Butler’s Lives of the Saints quotes the Spanish poet Prudentius:

All hail, sweet flowers of martyrdom,
Cut down in life’s bright dawning hour,
And shattered by the foe of Christ,
As rosebuds in a whirling storm . . .

Amidst the streams of blood that flowed
From tender babes of equal age,
Alone, the Virgin’s Son escaped
The sword that pierced the mothers’ hearts.

In the East, each of the five days after today’s Synaxsis of the Theotokos commemorates martyrs. Between St Stephen and the Holy Innocents are the 20,000 martyred at Nicomedia in 302 under Emperor Maximian. On the 30th, the Church remembers the martyr Anysia.

The purpose of the Nativity is the Passion and Pascha. When we born into the family of God, we are exhorted that we must take up our own cross daily.  The days of the festal period should also remind us of those who suffer daily hardship and martyrdom for the sake of the Gospel.

The Other Saint Boniface

When most people think of St Boniface, they think of the Apostle to the Germans – the patron saint of Germany and the Netherlands who died in 754. Today, however, is the commemoration of another Boniface who was martyred in about 290 in St Paul’s hometown of Tarsus.
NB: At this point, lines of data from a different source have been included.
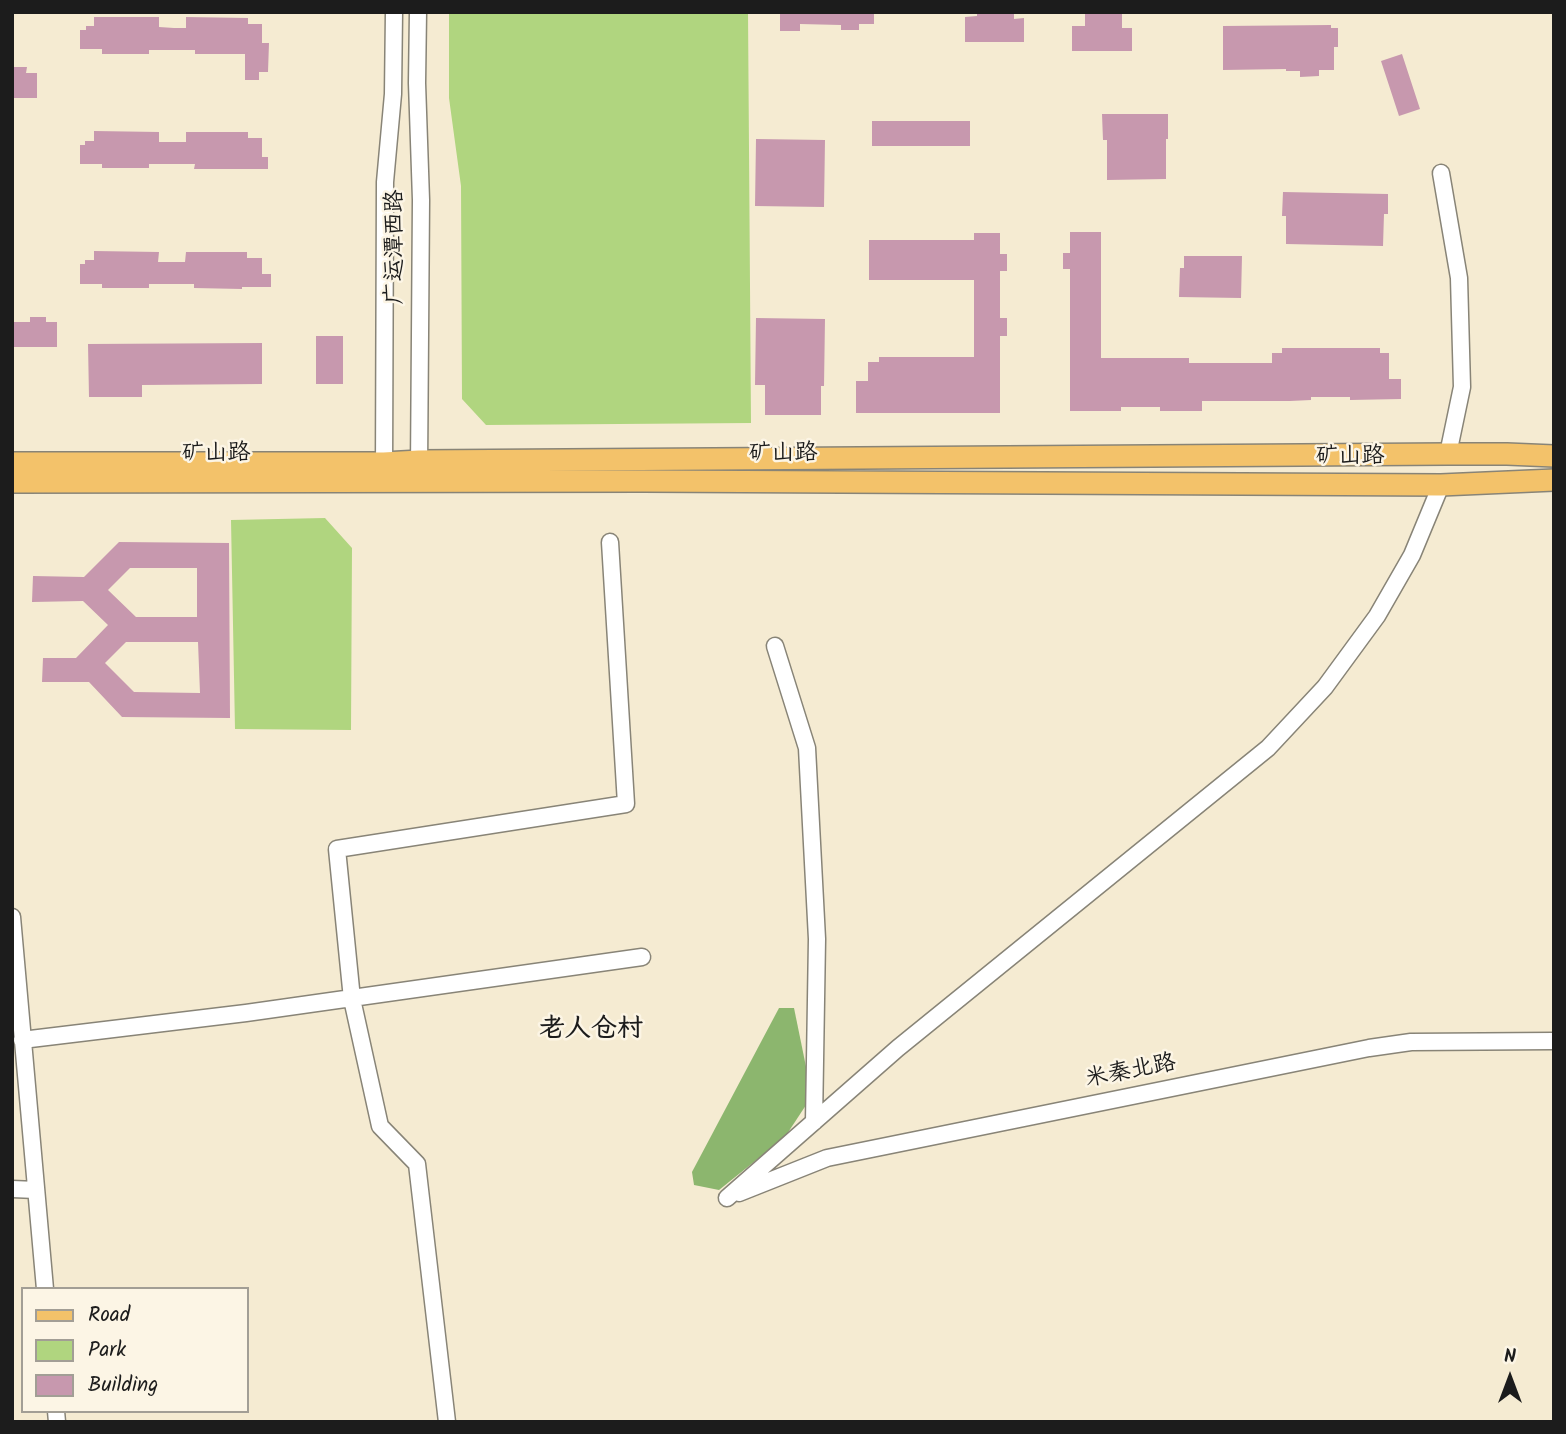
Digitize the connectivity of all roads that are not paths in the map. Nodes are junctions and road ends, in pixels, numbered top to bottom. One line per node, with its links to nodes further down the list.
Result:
1 (394, 12): 10 (street, 广运潭西路)
2 (418, 12): 9 (street, 广运潭西路)
3 (1441, 173): 5 (street)
4 (1554, 448): 6 (main road)
5 (1448, 454): 6 (main road, 矿山路); 9 (main road, 矿山路)
6 (1507, 454): 7 (main road, 矿山路)
7 (1554, 456)
8 (12, 463): 10 (main road, 矿山路)
9 (419, 471): 10 (main road, 矿山路); 14 (main road, 矿山路)
10 (384, 472): 12 (main road, 矿山路)
11 (1554, 480): 13 (main road, 矿山路)
12 (12, 482)
13 (1495, 483): 14 (main road, 矿山路); 15 (main road)
14 (1441, 485): 23 (street)
15 (1554, 491)
16 (610, 542): 20 (street)
17 (775, 646): 23 (street)
18 (12, 916): 21 (street)
19 (642, 957): 20 (street)
20 (352, 999): 21 (street); 27 (street)
21 (22, 1040): 25 (street)
22 (1554, 1041): 23 (street, 米秦北路)
23 (814, 1122)
24 (12, 1189): 25 (street)
25 (36, 1190): 26 (street)
26 (45, 1287)
27 (447, 1422)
He was from Rome. After he and his rich lover (some say he was he was also her slave) repented of fornication, he went East where there was great persecution going on, to gather relics of martyrs to make sure they were cared for properly. When he got to Tarsus, he found Christians being martyred in the city centre. He rushed to them to ask for their prayers and declared to the authorities that he was a Christian.

They beat him and tortured him by methods that vary somewhat in the relating of the story, but all include that his tormenters poured molten tin or lead down his throat. He was unharmed by this, as well as by being thrown in boiling tar. They finally got him with sword parting his head from his shoulders.

St Boniface is a clear testimony to the adage that the blood of the martyrs is the seed of the Church. The miracles surrounding his death caused several hundred people to embrace Christ. His own relics were returned to Rome where his erstwhile lover built a church over his grave. As is the custom with martyrs, the miracles just kept happening.

So when you think you are being treated a bit badly by those around you, especially if it for your faith, remember Holy Boniface and you probably don’t have it so bad.

St Boniface of Rome, pray to God for us!